Saved data entries:

========================================

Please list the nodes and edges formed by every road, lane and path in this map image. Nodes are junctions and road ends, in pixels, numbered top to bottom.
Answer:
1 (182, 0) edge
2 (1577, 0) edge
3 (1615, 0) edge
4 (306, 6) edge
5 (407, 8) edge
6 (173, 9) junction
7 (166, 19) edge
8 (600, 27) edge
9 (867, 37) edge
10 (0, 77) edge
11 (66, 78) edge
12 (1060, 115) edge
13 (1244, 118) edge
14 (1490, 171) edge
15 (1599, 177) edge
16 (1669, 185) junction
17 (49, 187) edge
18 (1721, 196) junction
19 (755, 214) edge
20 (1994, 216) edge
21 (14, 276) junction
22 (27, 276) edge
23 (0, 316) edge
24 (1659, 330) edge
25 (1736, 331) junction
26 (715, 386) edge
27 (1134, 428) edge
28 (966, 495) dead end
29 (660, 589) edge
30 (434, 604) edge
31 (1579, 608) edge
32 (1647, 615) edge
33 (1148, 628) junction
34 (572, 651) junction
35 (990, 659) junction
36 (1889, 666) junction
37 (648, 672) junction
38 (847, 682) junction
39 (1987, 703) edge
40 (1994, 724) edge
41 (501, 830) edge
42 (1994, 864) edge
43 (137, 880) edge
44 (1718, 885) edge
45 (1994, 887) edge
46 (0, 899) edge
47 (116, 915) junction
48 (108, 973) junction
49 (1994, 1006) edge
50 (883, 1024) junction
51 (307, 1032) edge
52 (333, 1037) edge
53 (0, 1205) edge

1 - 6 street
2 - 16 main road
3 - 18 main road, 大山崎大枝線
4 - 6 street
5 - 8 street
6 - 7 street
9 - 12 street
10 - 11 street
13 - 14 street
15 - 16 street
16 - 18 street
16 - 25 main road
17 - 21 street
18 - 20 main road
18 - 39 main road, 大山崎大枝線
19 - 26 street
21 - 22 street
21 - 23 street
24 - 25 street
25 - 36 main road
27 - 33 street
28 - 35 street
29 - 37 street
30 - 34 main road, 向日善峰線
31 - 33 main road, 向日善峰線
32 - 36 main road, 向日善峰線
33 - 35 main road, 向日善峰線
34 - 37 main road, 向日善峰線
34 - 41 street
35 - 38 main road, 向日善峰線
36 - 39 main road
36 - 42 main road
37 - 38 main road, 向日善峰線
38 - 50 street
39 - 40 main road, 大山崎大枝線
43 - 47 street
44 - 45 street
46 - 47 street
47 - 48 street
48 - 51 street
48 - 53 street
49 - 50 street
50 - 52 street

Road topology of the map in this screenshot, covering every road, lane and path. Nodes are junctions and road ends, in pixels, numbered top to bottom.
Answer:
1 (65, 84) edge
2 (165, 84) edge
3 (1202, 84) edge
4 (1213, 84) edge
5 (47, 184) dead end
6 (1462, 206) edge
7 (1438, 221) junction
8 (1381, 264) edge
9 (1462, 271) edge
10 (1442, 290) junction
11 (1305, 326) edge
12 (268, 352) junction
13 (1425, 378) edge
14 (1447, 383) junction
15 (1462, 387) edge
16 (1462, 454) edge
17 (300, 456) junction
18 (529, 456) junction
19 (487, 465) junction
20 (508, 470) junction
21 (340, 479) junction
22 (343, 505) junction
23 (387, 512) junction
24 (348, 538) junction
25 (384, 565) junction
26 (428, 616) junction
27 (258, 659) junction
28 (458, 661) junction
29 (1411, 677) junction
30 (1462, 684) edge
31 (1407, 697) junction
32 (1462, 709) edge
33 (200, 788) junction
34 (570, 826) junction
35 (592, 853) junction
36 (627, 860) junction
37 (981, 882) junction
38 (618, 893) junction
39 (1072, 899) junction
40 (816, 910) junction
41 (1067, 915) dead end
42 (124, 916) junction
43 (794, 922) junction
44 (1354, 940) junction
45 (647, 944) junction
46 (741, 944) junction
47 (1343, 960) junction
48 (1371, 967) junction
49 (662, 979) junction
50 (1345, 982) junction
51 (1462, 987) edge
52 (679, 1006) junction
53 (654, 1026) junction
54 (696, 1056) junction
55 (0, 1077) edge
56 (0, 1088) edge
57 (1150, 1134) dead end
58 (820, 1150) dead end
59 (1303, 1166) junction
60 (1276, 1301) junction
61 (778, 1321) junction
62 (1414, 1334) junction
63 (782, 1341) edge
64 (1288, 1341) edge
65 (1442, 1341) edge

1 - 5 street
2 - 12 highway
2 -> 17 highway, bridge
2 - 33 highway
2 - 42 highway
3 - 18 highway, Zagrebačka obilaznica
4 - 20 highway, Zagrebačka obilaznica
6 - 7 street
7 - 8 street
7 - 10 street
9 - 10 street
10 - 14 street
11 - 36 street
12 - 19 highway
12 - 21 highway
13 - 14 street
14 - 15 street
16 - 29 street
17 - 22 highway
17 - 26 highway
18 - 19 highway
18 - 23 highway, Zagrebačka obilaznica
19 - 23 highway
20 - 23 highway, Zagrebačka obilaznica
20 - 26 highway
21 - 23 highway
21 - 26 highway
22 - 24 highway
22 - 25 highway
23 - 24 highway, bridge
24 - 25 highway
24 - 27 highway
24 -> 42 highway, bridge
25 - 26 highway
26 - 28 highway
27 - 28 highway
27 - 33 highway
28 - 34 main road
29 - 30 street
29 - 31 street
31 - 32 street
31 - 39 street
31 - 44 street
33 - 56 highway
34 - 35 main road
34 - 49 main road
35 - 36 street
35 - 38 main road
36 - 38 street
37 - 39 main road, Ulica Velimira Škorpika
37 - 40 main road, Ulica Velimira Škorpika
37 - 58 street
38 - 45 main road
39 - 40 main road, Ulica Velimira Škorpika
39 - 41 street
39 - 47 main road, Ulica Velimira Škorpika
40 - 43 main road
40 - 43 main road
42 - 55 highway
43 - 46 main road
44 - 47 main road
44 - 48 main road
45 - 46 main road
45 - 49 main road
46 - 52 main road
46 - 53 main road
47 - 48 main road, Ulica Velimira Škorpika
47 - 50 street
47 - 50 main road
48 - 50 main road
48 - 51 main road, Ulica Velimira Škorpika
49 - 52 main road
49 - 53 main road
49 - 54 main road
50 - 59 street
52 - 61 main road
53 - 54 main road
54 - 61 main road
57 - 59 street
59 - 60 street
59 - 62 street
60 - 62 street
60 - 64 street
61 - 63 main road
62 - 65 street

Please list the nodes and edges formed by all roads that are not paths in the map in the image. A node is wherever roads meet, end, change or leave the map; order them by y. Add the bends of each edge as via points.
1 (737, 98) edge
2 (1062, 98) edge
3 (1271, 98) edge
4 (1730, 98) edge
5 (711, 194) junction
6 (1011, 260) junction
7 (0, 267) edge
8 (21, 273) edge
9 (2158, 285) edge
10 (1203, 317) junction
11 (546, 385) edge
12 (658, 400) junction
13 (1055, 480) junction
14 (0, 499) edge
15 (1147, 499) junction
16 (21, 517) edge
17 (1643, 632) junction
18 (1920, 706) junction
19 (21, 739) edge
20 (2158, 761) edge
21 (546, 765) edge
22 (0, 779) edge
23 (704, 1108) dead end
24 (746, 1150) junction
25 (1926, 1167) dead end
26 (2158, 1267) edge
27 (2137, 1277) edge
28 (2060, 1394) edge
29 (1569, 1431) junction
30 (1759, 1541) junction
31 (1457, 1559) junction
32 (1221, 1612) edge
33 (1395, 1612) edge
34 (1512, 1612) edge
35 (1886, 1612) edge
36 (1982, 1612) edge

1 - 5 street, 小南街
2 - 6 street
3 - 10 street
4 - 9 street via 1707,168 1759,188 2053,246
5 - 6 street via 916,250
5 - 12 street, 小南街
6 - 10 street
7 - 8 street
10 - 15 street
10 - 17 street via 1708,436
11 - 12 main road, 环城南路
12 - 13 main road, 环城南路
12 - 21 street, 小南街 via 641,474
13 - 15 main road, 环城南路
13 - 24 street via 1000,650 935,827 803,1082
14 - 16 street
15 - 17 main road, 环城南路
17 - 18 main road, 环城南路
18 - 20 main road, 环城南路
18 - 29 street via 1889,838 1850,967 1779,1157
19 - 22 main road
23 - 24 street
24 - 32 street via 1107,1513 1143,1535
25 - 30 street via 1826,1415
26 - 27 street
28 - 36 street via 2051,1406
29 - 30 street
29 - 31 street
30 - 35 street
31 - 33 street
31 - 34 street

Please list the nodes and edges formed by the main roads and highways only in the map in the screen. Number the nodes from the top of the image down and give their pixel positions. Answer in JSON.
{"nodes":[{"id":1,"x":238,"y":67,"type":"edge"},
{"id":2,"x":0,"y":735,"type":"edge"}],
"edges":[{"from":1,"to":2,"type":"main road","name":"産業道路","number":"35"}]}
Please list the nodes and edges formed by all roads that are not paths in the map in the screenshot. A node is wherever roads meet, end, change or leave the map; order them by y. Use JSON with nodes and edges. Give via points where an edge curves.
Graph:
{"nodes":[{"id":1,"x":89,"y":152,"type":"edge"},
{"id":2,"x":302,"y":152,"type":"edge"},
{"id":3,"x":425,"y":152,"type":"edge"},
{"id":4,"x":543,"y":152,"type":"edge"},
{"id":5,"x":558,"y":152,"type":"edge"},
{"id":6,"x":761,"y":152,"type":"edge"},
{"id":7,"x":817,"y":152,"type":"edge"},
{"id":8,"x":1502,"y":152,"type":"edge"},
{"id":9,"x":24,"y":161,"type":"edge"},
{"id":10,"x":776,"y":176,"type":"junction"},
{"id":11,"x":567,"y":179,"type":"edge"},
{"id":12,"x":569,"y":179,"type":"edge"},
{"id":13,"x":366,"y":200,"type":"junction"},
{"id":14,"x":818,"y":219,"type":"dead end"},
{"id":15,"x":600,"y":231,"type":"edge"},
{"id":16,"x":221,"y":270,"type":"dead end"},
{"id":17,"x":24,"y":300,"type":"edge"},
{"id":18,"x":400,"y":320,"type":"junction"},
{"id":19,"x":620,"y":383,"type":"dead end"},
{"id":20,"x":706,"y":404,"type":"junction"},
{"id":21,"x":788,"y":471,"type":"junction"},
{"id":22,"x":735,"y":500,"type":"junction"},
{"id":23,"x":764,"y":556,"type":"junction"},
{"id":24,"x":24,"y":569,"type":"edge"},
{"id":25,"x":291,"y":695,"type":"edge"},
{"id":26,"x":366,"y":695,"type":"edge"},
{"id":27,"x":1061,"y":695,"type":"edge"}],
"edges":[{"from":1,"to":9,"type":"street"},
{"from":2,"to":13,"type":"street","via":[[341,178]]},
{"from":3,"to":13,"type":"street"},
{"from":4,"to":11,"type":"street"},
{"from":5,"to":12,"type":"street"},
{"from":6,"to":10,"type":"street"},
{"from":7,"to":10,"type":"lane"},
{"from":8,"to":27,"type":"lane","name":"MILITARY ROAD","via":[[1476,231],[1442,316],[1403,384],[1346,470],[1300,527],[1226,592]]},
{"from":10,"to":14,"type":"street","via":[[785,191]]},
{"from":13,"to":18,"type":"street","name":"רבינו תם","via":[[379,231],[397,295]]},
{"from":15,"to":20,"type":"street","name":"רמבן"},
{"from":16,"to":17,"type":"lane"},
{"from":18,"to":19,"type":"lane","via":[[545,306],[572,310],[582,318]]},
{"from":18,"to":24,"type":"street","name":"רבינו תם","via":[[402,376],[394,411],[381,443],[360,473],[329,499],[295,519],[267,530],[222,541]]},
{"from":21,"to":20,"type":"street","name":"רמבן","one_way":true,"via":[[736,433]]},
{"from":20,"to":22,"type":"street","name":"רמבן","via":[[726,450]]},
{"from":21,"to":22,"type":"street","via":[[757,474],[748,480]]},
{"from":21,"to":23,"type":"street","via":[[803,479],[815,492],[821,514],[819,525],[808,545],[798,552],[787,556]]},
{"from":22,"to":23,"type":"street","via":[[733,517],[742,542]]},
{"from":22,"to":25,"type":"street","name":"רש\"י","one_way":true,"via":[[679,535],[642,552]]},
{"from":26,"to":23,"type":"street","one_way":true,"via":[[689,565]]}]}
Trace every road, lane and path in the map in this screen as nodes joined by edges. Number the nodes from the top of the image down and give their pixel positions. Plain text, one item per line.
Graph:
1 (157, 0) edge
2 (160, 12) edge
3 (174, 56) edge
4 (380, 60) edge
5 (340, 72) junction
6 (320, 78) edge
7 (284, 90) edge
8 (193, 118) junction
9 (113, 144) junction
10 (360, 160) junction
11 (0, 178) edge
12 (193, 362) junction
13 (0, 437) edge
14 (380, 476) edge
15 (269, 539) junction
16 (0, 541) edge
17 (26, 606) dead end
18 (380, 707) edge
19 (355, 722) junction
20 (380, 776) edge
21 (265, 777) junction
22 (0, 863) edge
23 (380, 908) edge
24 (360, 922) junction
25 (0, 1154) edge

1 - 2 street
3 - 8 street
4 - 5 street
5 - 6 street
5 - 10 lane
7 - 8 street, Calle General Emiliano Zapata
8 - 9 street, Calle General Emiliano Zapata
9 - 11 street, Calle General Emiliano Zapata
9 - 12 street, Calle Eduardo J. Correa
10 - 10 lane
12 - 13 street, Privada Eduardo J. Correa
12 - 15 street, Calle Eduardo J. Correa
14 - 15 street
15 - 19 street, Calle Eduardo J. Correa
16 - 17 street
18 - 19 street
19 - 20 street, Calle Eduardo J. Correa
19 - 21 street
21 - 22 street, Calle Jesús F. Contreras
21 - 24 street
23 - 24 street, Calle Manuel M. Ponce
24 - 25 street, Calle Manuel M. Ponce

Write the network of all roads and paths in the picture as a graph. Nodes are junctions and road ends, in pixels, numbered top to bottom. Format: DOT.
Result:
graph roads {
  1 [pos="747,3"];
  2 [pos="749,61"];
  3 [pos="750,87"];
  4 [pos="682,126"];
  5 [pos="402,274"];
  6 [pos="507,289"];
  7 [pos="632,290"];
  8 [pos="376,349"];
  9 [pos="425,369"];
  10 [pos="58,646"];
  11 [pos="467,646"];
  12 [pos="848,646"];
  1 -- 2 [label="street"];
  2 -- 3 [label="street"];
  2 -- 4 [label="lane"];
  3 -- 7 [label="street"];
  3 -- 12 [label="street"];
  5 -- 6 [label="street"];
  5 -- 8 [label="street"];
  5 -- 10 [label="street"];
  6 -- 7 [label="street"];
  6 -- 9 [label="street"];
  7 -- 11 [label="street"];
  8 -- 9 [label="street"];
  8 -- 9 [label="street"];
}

========================================

What you need to do:
When the entries above show the word "General" in a line, copy that line out.

Output below:
7 - 8 street, Calle General Emiliano Zapata
8 - 9 street, Calle General Emiliano Zapata
9 - 11 street, Calle General Emiliano Zapata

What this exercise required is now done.